Similarly, the evidence relating to the certificate IV qualifications in interior design the applicant completed, and which were submitted with the visa application, have a strong emphasis on the graphic arts, in terms of units on drawing techniques, digital images, colour therapy, and drawing and the like.
As a result, on balance, having regard to the whole of the evidence before it, the Tribunal finds that the applicant nominated the occupation of ‘Graphic Designer’ (ANZSCO Code 232411) in her visa application.
In a similar vein is Qureshi 1213324  MRTA 1448 (2 July 2013) where the MRT found In paragraphs 19 – 21) :
The Tribunal notes that according to Patel and Chen, an applicant is not permitted to change his/her nominated skilled occupation during the processing of the visa application. However, the decisions in Patel v MIAC and Shafiuzzaman v MIAC, leave open the possibility that it may be possible to correct an incorrect answer or a mistake in answering the nominated skilled occupation question on the visa application form, for example under s.105. In this case, the applicant has essentially requested the Tribunal to allow him to change his occupation from Chef (as specified on the visa application) to Cook relying on s.105. The Tribunal has allowed this request. It finds that the occupation specified on the visa application form is not and was not his nominated skilled occupation and finds that his nominated skilled occupation is and was Cook (ANZSCO Code 351411). This is on the basis that the qualification the applicant is using to satisfy his Australian study requirement being a Certificate IV in Commercial Cookery and the knowledge and skills he has learnt from this course matches the Cook occupation. The Tribunal accepts that the applicant made a genuine error in not specifying this as his nominated skilled occupation on the visa application form.

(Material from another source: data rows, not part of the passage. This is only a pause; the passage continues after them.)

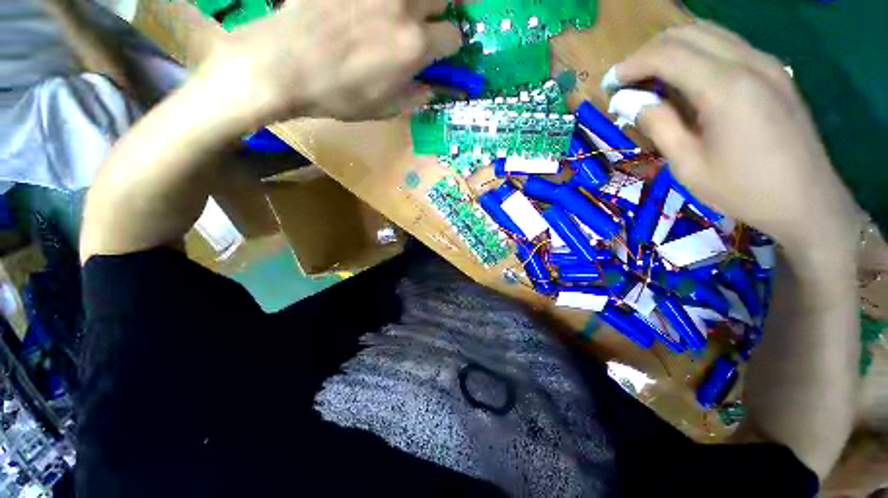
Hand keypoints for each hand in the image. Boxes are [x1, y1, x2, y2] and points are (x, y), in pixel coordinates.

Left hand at [203, 0, 460, 123]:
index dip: (451, 46)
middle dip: (448, 8)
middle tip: (437, 17)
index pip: (453, 37)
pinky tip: (377, 10)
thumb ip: (415, 97)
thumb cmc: (339, 95)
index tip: (443, 51)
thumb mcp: (384, 109)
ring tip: (411, 12)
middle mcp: (404, 8)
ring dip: (422, 0)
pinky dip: (387, 1)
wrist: (285, 64)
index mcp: (415, 47)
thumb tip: (432, 89)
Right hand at [609, 22, 860, 258]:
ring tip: (650, 76)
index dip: (632, 64)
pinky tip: (685, 77)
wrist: (807, 201)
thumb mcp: (687, 165)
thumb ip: (659, 125)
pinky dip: (698, 52)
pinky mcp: (775, 71)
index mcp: (725, 88)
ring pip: (710, 32)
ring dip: (673, 47)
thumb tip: (631, 102)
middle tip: (627, 79)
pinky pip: (728, 45)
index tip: (609, 83)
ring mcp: (767, 62)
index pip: (668, 54)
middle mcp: (748, 62)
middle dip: (649, 51)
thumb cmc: (742, 189)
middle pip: (688, 33)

The applicant nominated occupation of Cook (ANZSCO Code 351411), is a skilled occupation specified in IMMI 11/035. For that occupation, the relevant assessing authority specified in that instrument is TRA.

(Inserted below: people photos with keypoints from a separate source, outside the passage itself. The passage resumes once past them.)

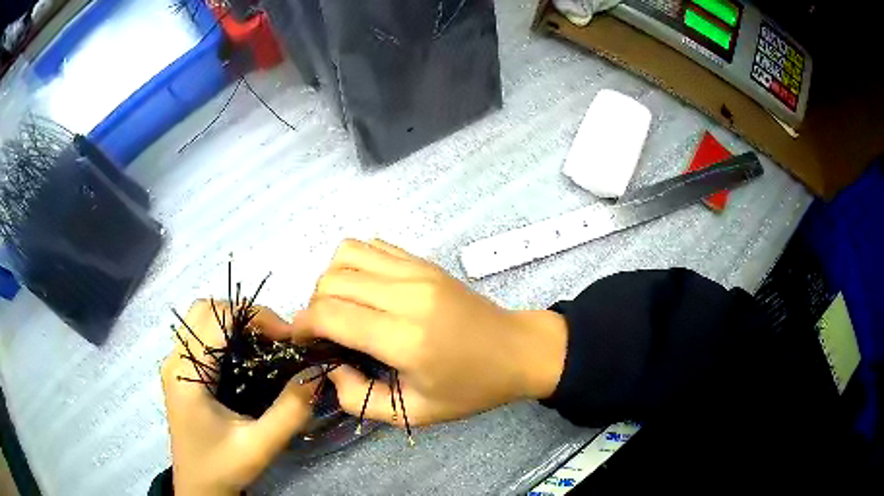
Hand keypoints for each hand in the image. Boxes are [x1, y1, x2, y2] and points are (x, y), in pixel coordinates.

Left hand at [161, 301, 314, 495]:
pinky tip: (249, 359)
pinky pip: (202, 336)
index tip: (289, 337)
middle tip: (278, 339)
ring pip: (203, 319)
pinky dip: (228, 336)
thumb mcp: (260, 445)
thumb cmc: (223, 467)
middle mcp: (175, 359)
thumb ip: (290, 411)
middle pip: (207, 309)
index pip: (217, 317)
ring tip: (267, 346)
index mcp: (186, 374)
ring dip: (237, 323)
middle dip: (246, 315)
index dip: (256, 317)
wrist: (199, 488)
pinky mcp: (181, 372)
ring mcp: (175, 364)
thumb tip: (317, 372)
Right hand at [292, 239, 567, 426]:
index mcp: (406, 339)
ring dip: (331, 281)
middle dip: (314, 306)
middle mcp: (408, 295)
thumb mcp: (415, 413)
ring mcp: (418, 271)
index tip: (302, 340)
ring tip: (343, 308)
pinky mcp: (424, 261)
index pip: (330, 314)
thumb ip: (360, 399)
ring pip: (346, 254)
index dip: (303, 325)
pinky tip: (365, 289)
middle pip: (332, 281)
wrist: (517, 351)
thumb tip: (329, 368)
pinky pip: (372, 245)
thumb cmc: (471, 388)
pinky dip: (354, 263)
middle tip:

The Tribunal has before it a letter from TRA stating that the applicant’s Provisional Skills Assessment application submitted to the TRA has been assessed as successful for the occupation of Cook and that this letter can be used to apply to the Department for a Skilled – Graduate (Temporary) visa (Subclass 485). On the basis of this evidence the Tribunal is satisfied that the applicant satisfies the requirements of cl.485.221(1).